▶ ACTIVITY: How many lines in this data contain the string "highway"? Reply with the number only.

▶ PROVIDED DATA:
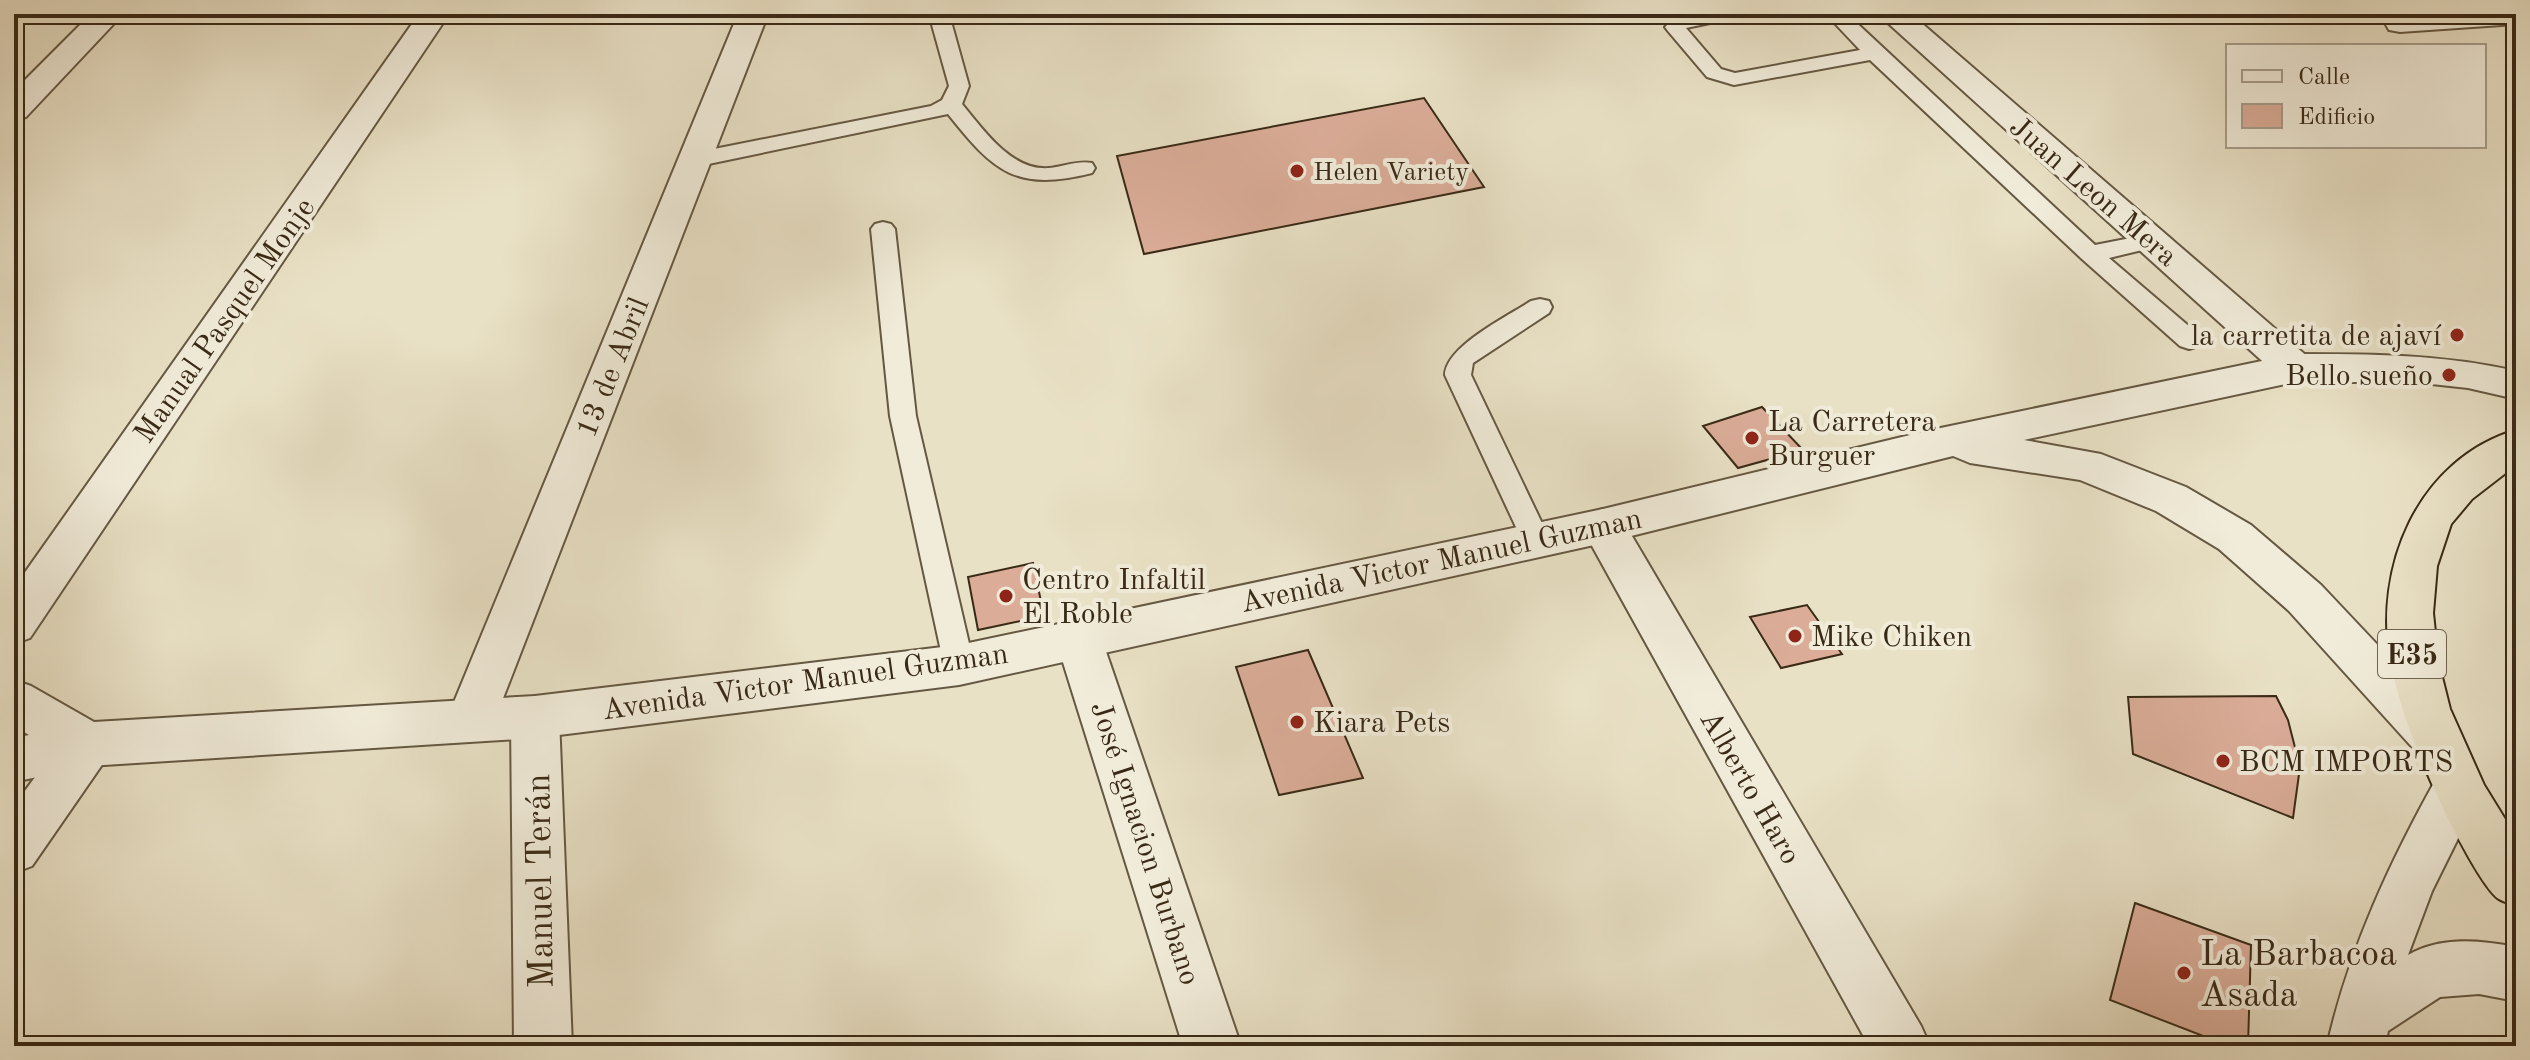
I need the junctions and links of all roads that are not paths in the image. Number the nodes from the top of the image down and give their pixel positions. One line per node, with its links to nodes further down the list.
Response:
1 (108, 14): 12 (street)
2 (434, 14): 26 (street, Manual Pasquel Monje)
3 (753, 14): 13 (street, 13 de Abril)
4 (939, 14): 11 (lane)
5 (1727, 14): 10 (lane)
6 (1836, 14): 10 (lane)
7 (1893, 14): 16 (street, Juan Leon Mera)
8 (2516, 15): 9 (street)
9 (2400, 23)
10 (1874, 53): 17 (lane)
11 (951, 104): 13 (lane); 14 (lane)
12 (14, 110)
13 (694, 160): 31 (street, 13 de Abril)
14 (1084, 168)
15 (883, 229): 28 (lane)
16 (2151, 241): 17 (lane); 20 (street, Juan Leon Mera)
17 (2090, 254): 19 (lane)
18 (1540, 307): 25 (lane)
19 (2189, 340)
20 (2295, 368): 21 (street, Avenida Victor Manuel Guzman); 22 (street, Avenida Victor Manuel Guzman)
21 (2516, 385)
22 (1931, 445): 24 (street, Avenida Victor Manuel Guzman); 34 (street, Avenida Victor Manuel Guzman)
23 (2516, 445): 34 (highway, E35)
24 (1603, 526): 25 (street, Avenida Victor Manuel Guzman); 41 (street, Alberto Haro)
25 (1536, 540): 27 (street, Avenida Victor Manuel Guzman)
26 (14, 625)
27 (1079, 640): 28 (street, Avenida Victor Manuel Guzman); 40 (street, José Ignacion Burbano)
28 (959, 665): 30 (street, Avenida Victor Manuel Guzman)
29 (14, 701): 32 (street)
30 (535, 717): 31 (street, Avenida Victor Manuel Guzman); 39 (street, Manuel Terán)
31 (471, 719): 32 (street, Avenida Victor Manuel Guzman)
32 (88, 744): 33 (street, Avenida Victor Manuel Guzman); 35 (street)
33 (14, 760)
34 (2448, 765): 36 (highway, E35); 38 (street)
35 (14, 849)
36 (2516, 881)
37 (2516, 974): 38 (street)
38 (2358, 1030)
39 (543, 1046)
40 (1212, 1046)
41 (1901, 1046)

▶ EXERCISE OUTPUT: 2